THE WONDERFUL TEACHING
Published in the New Age London, England 23 July 1914 (page 283)
“Lo, the mighty Prophet sate him down and spake magic words. Hearken ye unto him!”
Is the toad in the Hole? For the soul has gone astray, a-whoring after strange gods. Men, indeed, there are who strive to—think! Fools are they; they know not the Teaching. They are blind and deaf and dumb and bereft of smell. But I know it. Hearken! The Soul is a perfect hole, into which all things flow, fall and disappear.
A nest of intertwining boxes full of impressions—Cast them out!—full of aspirations—Beware; devils are about! full of strange beliefs in existence—Madness, it dreameth! I know it. Hearken!
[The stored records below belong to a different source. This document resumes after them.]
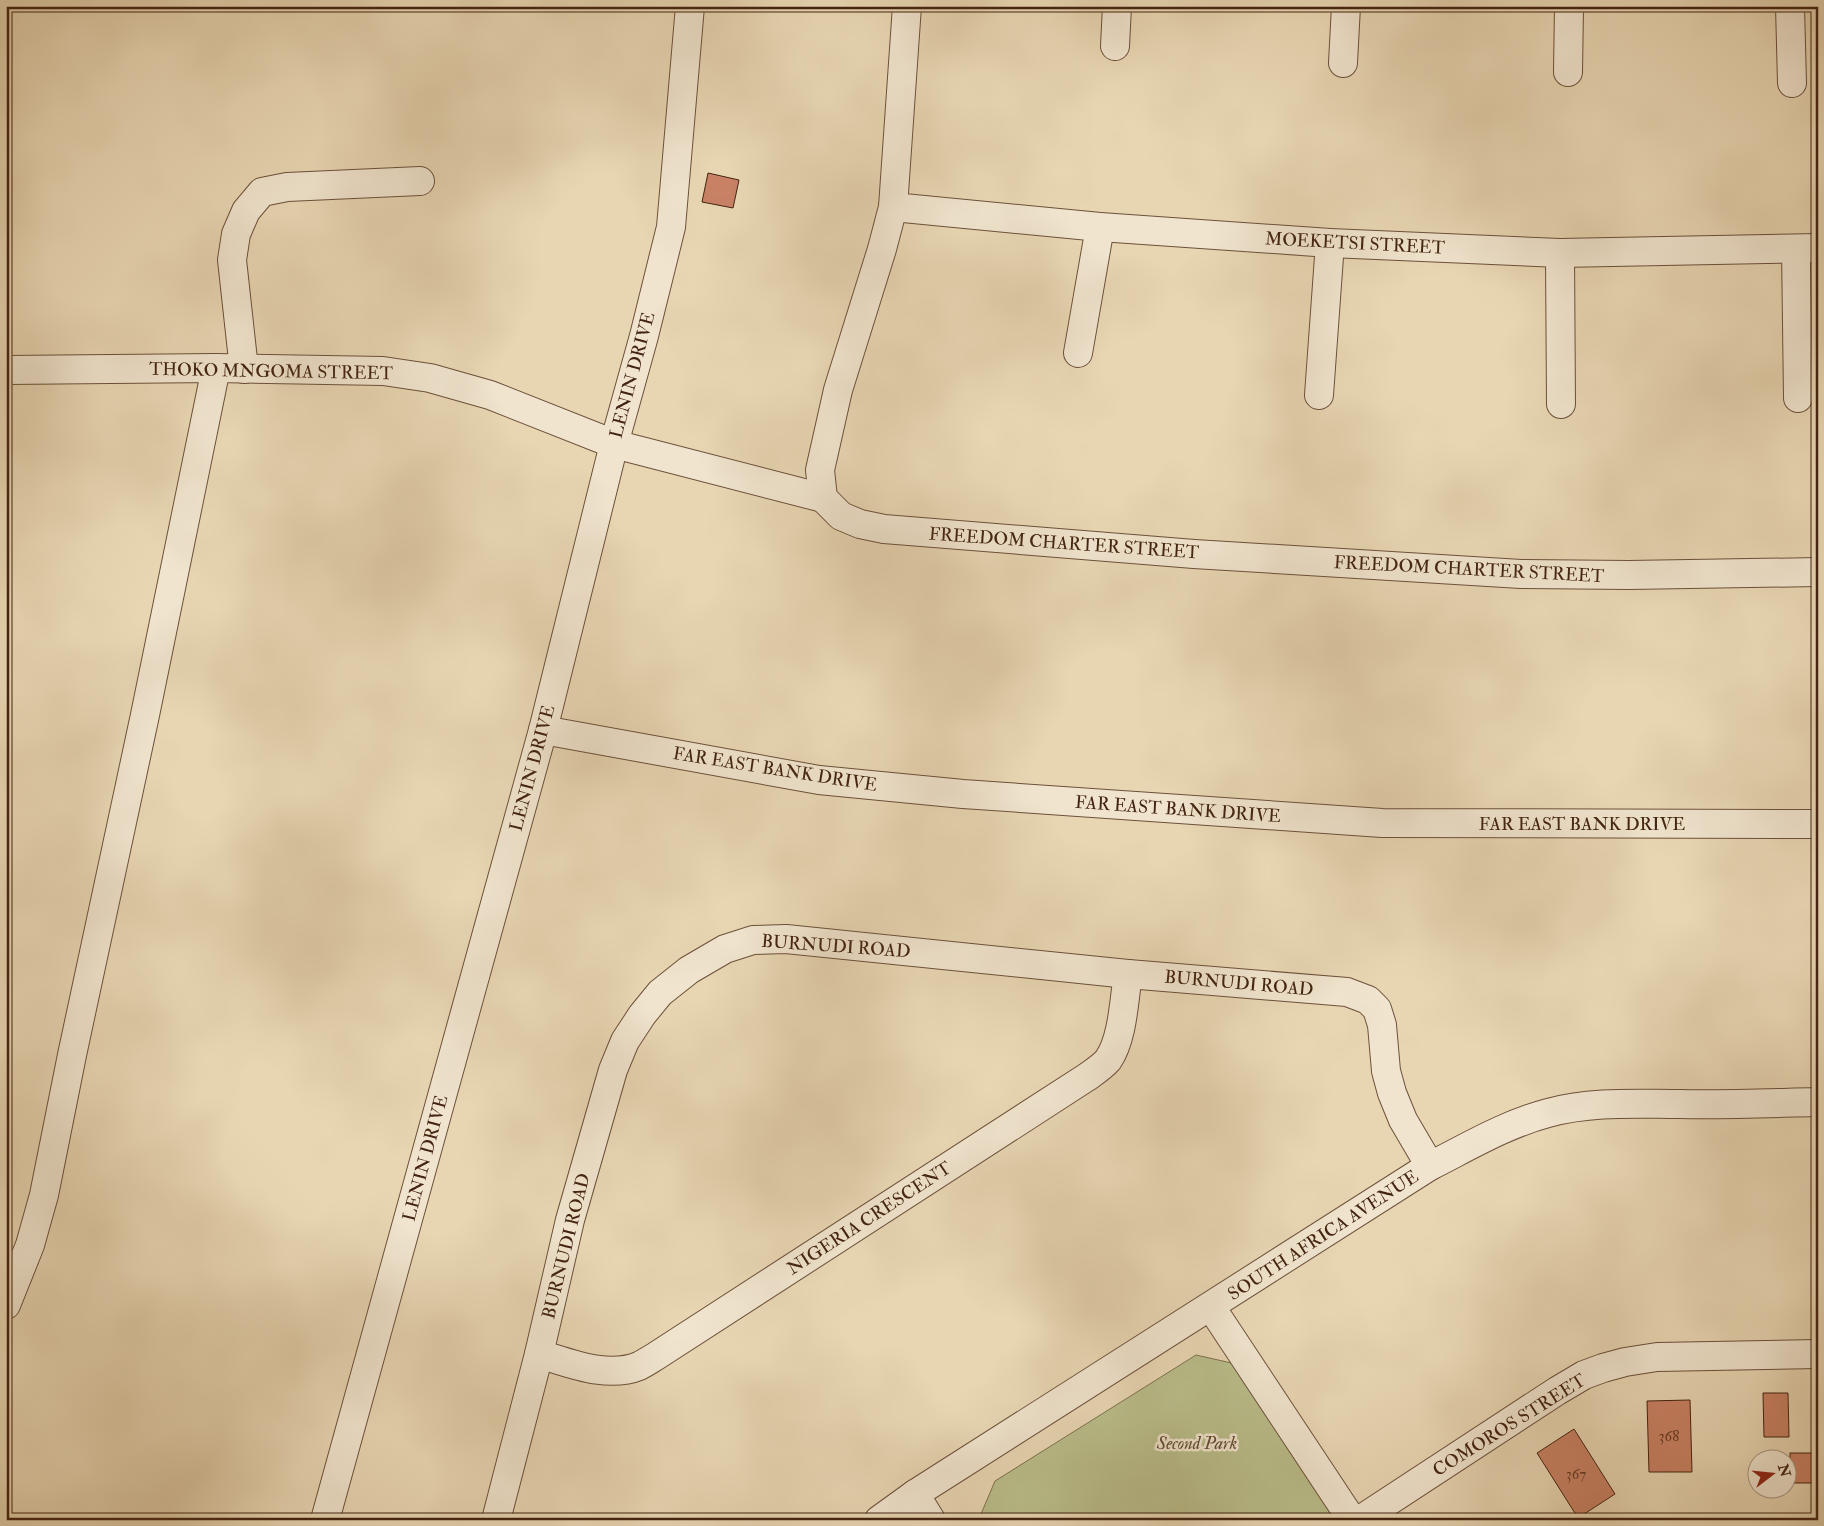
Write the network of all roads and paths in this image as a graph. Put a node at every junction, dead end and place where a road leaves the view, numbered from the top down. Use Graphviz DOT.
graph roads {
  1 [pos="690,6"];
  2 [pos="907,6"];
  3 [pos="1117,6"];
  4 [pos="1346,6"];
  5 [pos="1569,6"];
  6 [pos="1790,6"];
  7 [pos="1115,46"];
  8 [pos="1343,63"];
  9 [pos="1568,72"];
  10 [pos="1792,83"];
  11 [pos="420,181"];
  12 [pos="893,207"];
  13 [pos="1100,226"];
  14 [pos="1330,243"];
  15 [pos="1807,249"];
  16 [pos="1560,253"];
  17 [pos="1078,353"];
  18 [pos="216,368"];
  19 [pos="244,369"];
  20 [pos="6,370"];
  21 [pos="1319,395"];
  22 [pos="1798,398"];
  23 [pos="1561,404"];
  24 [pos="614,444"];
  25 [pos="823,498"];
  26 [pos="1818,572"];
  27 [pos="543,730"];
  28 [pos="1818,824"];
  29 [pos="1128,974"];
  30 [pos="1818,1102"];
  31 [pos="1430,1166"];
  32 [pos="6,1305"];
  33 [pos="1211,1307"];
  34 [pos="539,1354"];
  35 [pos="1818,1354"];
  36 [pos="915,1494"];
  37 [pos="325,1520"];
  38 [pos="496,1520"];
  39 [pos="880,1520"];
  40 [pos="931,1520"];
  41 [pos="1352,1520"];
  42 [pos="1360,1520"];
  1 -- 24 [label="street, LENIN DRIVE"];
  2 -- 12 [label="street"];
  3 -- 7 [label="street"];
  4 -- 8 [label="street"];
  5 -- 9 [label="street"];
  6 -- 10 [label="street"];
  11 -- 19 [label="street"];
  12 -- 13 [label="street, MOEKETSI STREET"];
  12 -- 25 [label="street"];
  13 -- 14 [label="street, MOEKETSI STREET"];
  13 -- 17 [label="street"];
  14 -- 16 [label="street, MOEKETSI STREET"];
  14 -- 21 [label="street"];
  15 -- 16 [label="street, MOEKETSI STREET"];
  15 -- 22 [label="street"];
  16 -- 23 [label="street"];
  18 -- 19 [label="street, THOKO MNGOMA STREET"];
  18 -- 20 [label="street, THOKO MNGOMA STREET"];
  18 -- 32 [label="street"];
  19 -- 24 [label="street, THOKO MNGOMA STREET"];
  24 -- 25 [label="street, THOKO MNGOMA STREET"];
  24 -- 27 [label="street, LENIN DRIVE"];
  25 -- 26 [label="street, FREEDOM CHARTER STREET"];
  27 -- 28 [label="street, FAR EAST BANK DRIVE"];
  27 -- 37 [label="street, LENIN DRIVE"];
  29 -- 31 [label="street, BURNUDI ROAD"];
  29 -- 34 [label="street, NIGERIA CRESCENT"];
  29 -- 34 [label="street, BURNUDI ROAD"];
  30 -- 31 [label="street, SOUTH AFRICA AVENUE"];
  31 -- 33 [label="street, SOUTH AFRICA AVENUE"];
  33 -- 36 [label="street, SOUTH AFRICA AVENUE"];
  33 -- 41 [label="street"];
  34 -- 38 [label="street, BURNUDI ROAD"];
  35 -- 42 [label="street, COMOROS STREET"];
  36 -- 39 [label="street, SOUTH AFRICA AVENUE"];
  36 -- 40 [label="street"];
}
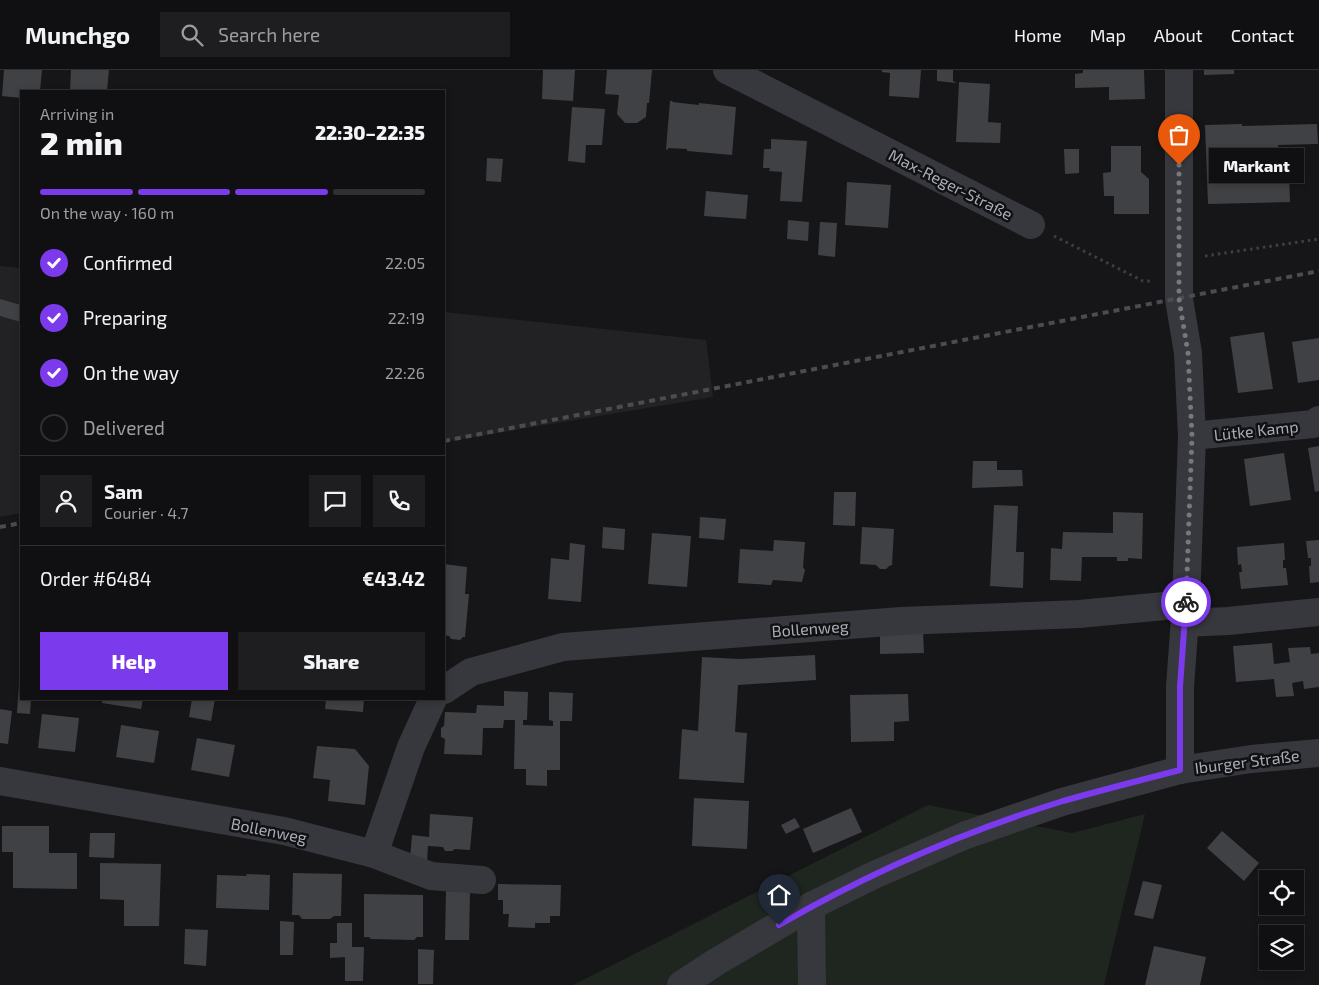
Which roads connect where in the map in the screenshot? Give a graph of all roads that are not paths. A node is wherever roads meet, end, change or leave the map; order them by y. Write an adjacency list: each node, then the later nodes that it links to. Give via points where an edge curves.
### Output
1 (727, 70): 3 (street, Max-Reger-Straße)
2 (1179, 70): 5 (street, via 1179,299 1188,353)
3 (1031, 225)
4 (1319, 420): 5 (street, Lütke Kamp, via 1313,424)
5 (1192, 436): 7 (street)
6 (1319, 612): 7 (street, via 1228,620)
7 (1186, 613): 8 (street, Bollenweg, via 901,621 563,647 471,672); 11 (street, via 1180,687)
8 (445, 689)
9 (433, 700): 13 (street, via 411,747)
10 (1319, 753): 11 (street, Iburger Straße, via 1251,758)
11 (1180, 770): 15 (street, Iburger Straße, via 1062,802 966,835)
12 (0, 781): 13 (street, Bollenweg, via 284,831)
13 (374, 854): 14 (street, Bollenweg, via 431,876)
14 (482, 880)
15 (811, 906): 16 (street, Iburger Straße); 17 (street)
16 (681, 985)
17 (812, 985)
Verily, even as copulating beetles in a dung-heap, as couples in a punt on the river, but without the magic ecstasy of their union with the Mystic Essence of God, so is the Soul of man when it striveth to know that which lieth without its boundaries. Life is a cheat, a dream, a bilk. Put not your trust in it. It is not. I know it. Hearken!
As a sleeping man sees visions in a dream and watcheth and careth not, so indeed a wise man goeth through life, watching, and caring not. Enjoy and pay not! Take what is offered and cast the cup away ere you drink the poisonous dregs. Say, “I dream,” and beware of waking. Thus may ye ever be blissful, neither joyful nor sad, neither brave nor cowardly, but ever content, seated on the sharp edge of a razor-blade. O Initiate, thus have I taught thee the Wonderful Teaching. I know it. Hearken! Hearken!
So I wrote with my finger in the mud beside the pavilion in the circus, and my soul was glad.